2020 has seen a wave of chaos hit the stock market. Now, you can add the shenanigans surrounding bankrupt car rental company Hertz (HTZ) to the list, too.
After filing for bankruptcy last month, perplexingly, Hertz stock soared by more than 1,200%, mostly as a result of speculative investors piling in on a penny stock’s momentum play. However, since peaking on June 9, the volatility has been off the charts. Last week, in sequential sessions, the stock dropped by 24%, 40%, 18%, and then climbed 37% higher following news that Hertz had inexplicably received the go ahead to issue up to $1 billion in new stock.
Stunning Wall Street, Hertz was delisted from the NYSE, which has led to the coining of a new term: the IBO – Initial Bankruptcy Offering.
The volatility continued on Monday as Hertz shares dropped by 33% following management’s admission in an 8-K filing that the additional $500 million worth of common stock it plans on selling will probably be “worthless.”
As part of the 8-K filing, Hertz detailed its expected cash outlay for the period between May 25 and August 21, and based on a back of the envelope calculation, Deutsche Bank analyst Chris Woronka estimates the cash burn for the period will “probably be close to $1.2 billion.”

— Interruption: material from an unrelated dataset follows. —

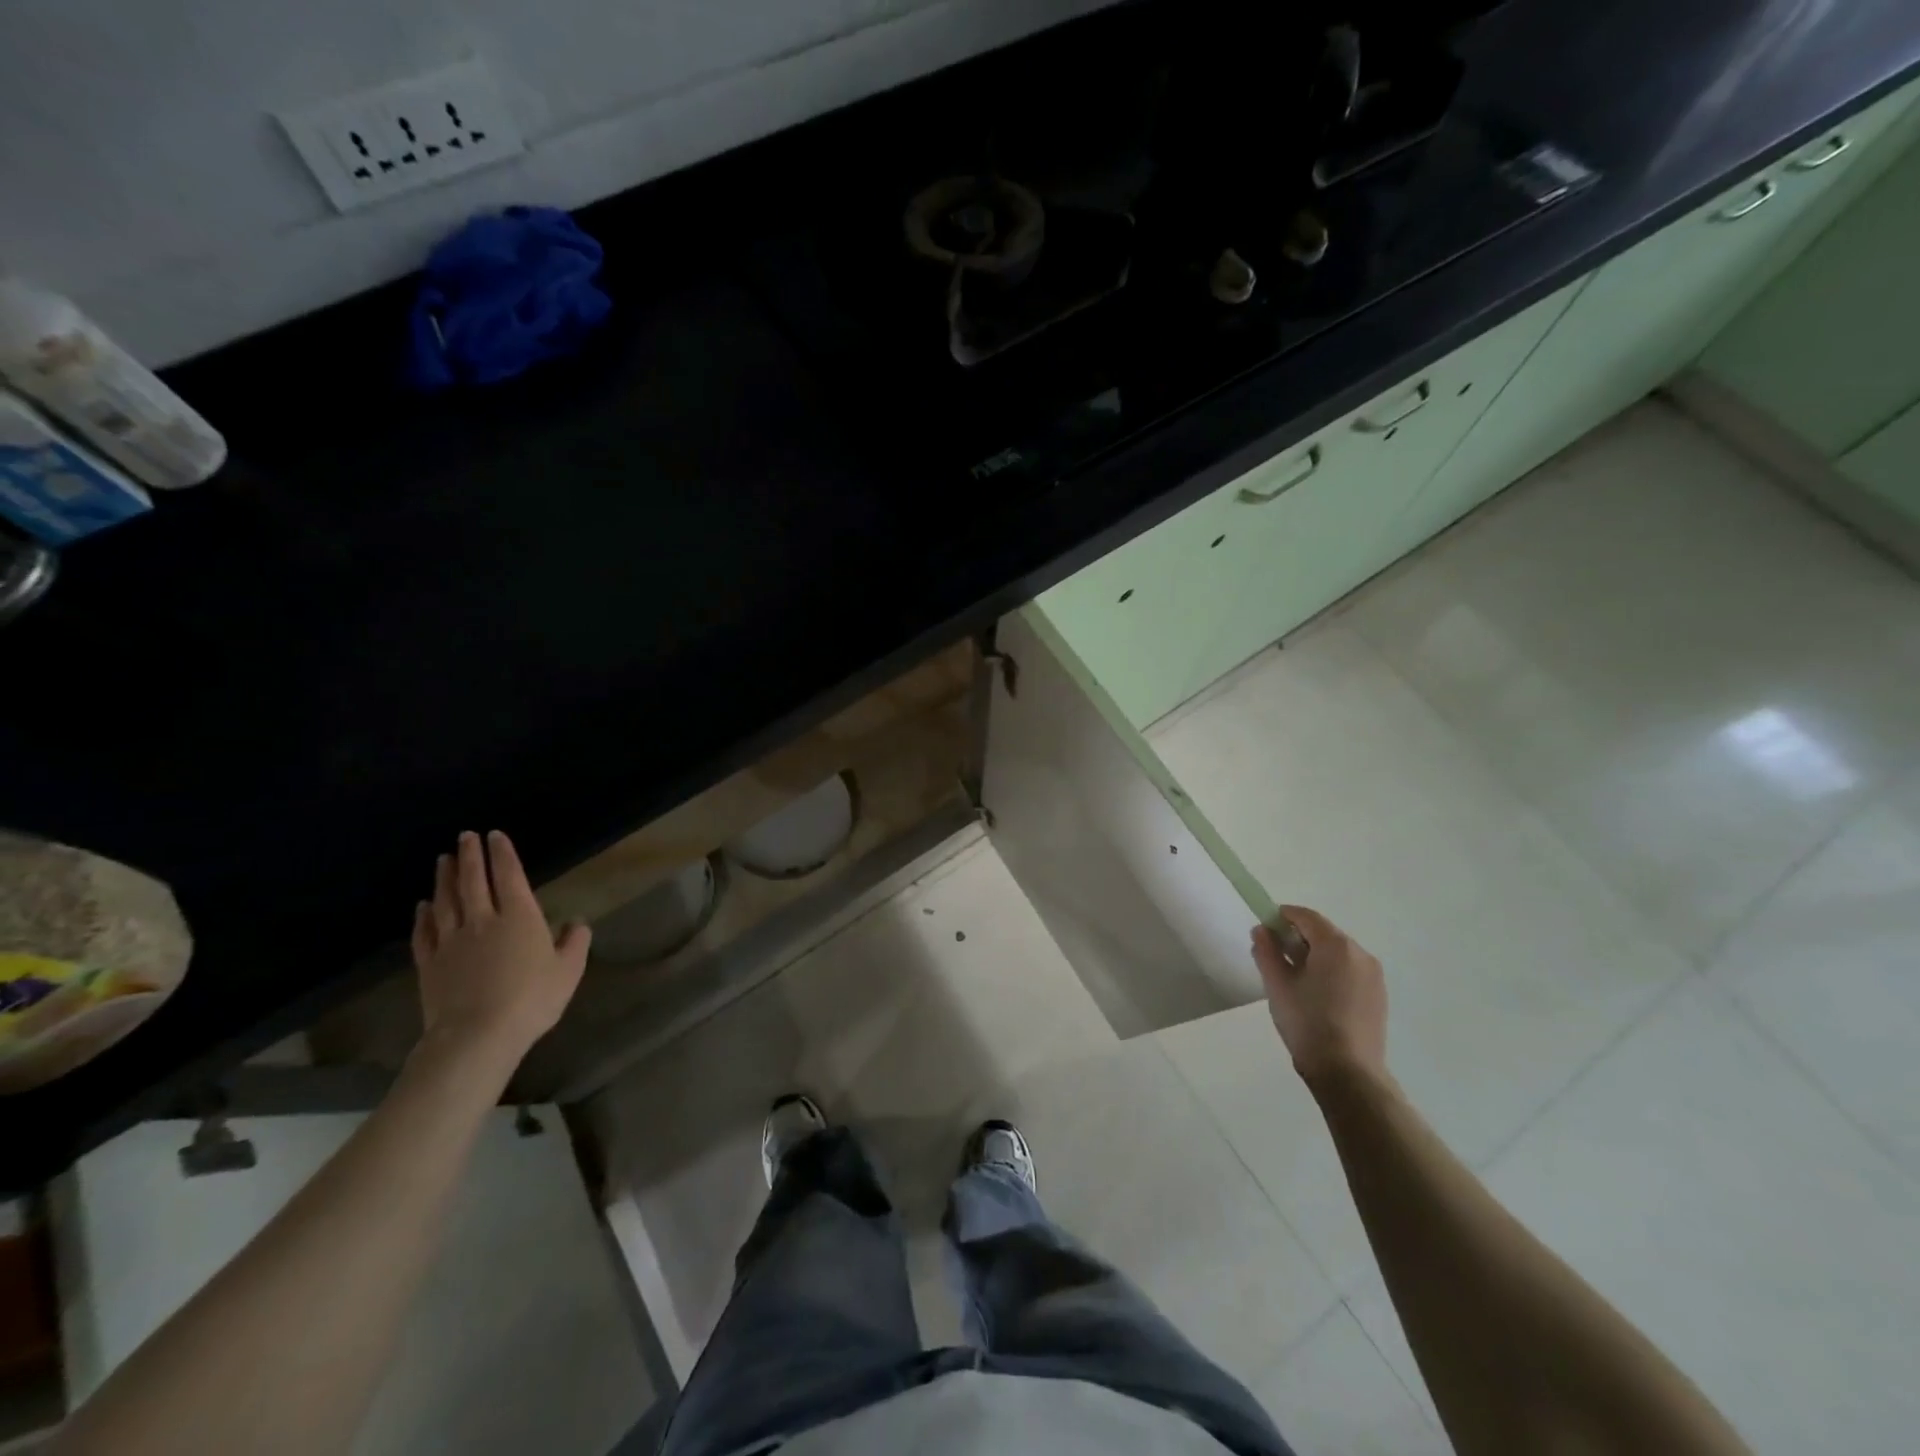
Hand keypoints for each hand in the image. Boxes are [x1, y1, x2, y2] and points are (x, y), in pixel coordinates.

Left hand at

Along with the equity raise, Woronka estimates Hertz will try and sell between 25-30% of its fleet to raise additional cash. With no plans to use the money to replenish its fleet, this just raises more questions concerning Hertz’ future.
The analyst said, “At some point the company will need to ‘turn over’ its existing fleet and purchase new vehicles as replacements in order to offer customers a competitive product… We believe the natural cycle suggests this would likely need to occur ahead of the summer 2021 peak. It’s unclear to us whether HTZ will have ample liquidity (or borrowing power) with which to fund new fleet purchases, particularly since the existing fleet will have moved further down the depreciation curve relative to where a fleet on a ‘normal’ replacement cycle would be at that time (since HTZ did not replace those vehicles with new ones this summer).”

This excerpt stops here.